(Dataset entries)
+ + +
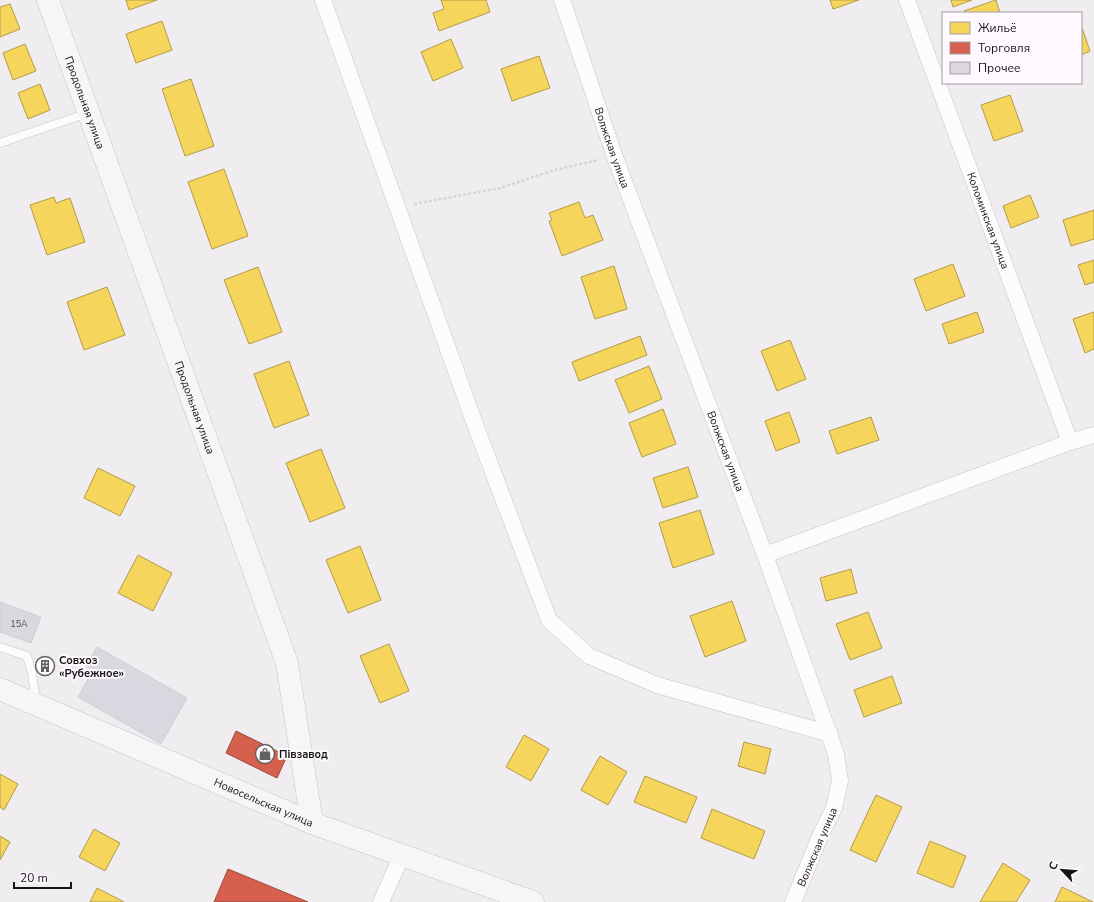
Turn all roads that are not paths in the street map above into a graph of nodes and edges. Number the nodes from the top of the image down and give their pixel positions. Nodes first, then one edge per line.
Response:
1 (48, 0) edge
2 (323, 0) edge
3 (562, 0) edge
4 (907, 0) edge
5 (88, 112) junction
6 (0, 143) edge
7 (1094, 435) edge
8 (1070, 442) junction
9 (765, 555) junction
10 (0, 647) edge
11 (0, 689) edge
12 (36, 704) junction
13 (830, 734) junction
14 (312, 823) junction
15 (402, 855) junction
16 (381, 902) edge
17 (533, 902) edge
18 (793, 902) edge

1 - 5 street, Продольная улица
2 - 13 street
3 - 9 street, Волжская улица
4 - 8 street, Коломинская улица
5 - 6 lane
5 - 14 street, Продольная улица
7 - 8 street
8 - 9 street
9 - 13 street, Волжская улица
10 - 12 lane
11 - 12 street, Новосельская улица
12 - 14 street, Новосельская улица
13 - 18 street, Волжская улица
14 - 15 street, Новосельская улица
15 - 16 street
15 - 17 street, Новосельская улица

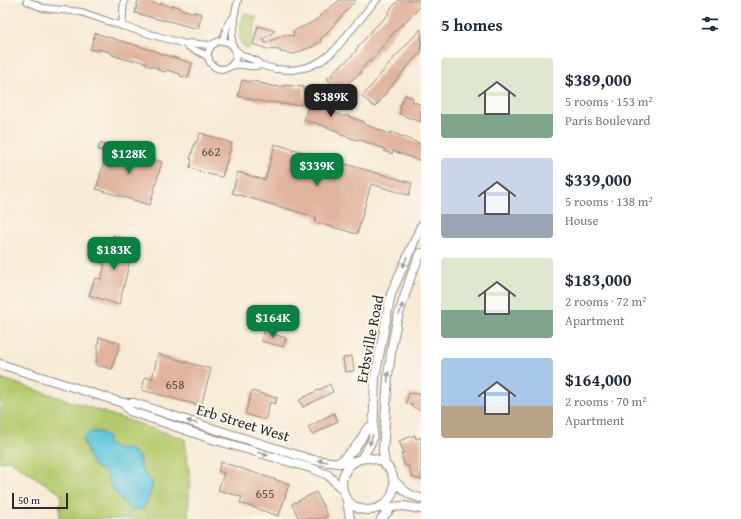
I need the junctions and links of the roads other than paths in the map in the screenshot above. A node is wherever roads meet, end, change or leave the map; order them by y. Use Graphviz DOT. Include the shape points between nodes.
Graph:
graph roads {
  1 [pos="124,0"];
  2 [pos="238,0"];
  3 [pos="377,0"];
  4 [pos="27,2"];
  5 [pos="234,17"];
  6 [pos="122,26"];
  7 [pos="222,41"];
  8 [pos="185,44"];
  9 [pos="214,44"];
  10 [pos="234,48"];
  11 [pos="208,58"];
  12 [pos="260,65"];
  13 [pos="232,66"];
  14 [pos="421,226"];
  15 [pos="421,253"];
  16 [pos="0,364"];
  17 [pos="123,404"];
  18 [pos="373,424"];
  19 [pos="358,460"];
  20 [pos="339,463"];
  21 [pos="386,465"];
  22 [pos="393,478"];
  23 [pos="343,490"];
  24 [pos="421,498"];
  25 [pos="348,500"];
  26 [pos="392,507"];
  27 [pos="374,509"];
  28 [pos="421,509"];
  29 [pos="368,518"];
  30 [pos="350,519"];
  31 [pos="381,519"];
  1 -- 6 [label="street"];
  2 -- 5 [label="street"];
  3 -- 12 [label="street" via="337,48 321,61 292,70"];
  4 -- 6 [label="street" via="43,8 81,12"];
  5 -- 7 [label="street" via="229,22"];
  5 -- 10 [label="street"];
  6 -- 8 [label="street"];
  7 -- 9 [label="street"];
  7 -- 10 [label="street" via="228,42"];
  8 -- 9 [label="street"];
  8 -- 11 [label="street"];
  9 -- 11 [label="street" via="209,50"];
  10 -- 12 [label="street"];
  10 -- 13 [label="street" via="236,58"];
  11 -- 13 [label="street" via="213,66 219,69"];
  12 -- 13 [label="street"];
  14 -- 18 [label="main road, Erbsville Road, one-way" via="391,294 375,377"];
  21 -- 15 [label="main road, Erbsville Road, one-way" via="384,446 392,346 397,320"];
  16 -- 17 [label="main road, Erb Street West"];
  20 -- 17 [label="main road, Erb Street West, one-way" via="313,460 134,403"];
  17 -- 23 [label="main road, Erb Street West, one-way" via="130,411 212,439 314,469 328,475"];
  18 -- 19 [label="main road, Erbsville Road, one-way" via="373,438"];
  18 -- 20 [label="main road" via="354,449"];
  19 -- 20 [label="main road, Erb Street West"];
  19 -- 21 [label="main road" via="366,458"];
  19 -- 23 [label="main road" via="350,465 344,474"];
  21 -- 22 [label="main road"];
  22 -- 24 [label="main road" via="407,493"];
  22 -- 27 [label="main road" via="393,490 389,499"];
  23 -- 25 [label="main road"];
  25 -- 27 [label="main road" via="357,507"];
  25 -- 30 [label="main road"];
  26 -- 27 [label="main road"];
  26 -- 28 [label="main road"];
  26 -- 31 [label="main road"];
  27 -- 29 [label="main road"];
}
+ + +
• _Problem statement_
Pick out all lines from the data above in which the word "Erbsville" appears.

• _Exercise response_
  14 -- 18 [label="main road, Erbsville Road, one-way" via="391,294 375,377"];
  21 -- 15 [label="main road, Erbsville Road, one-way" via="384,446 392,346 397,320"];
  18 -- 19 [label="main road, Erbsville Road, one-way" via="373,438"];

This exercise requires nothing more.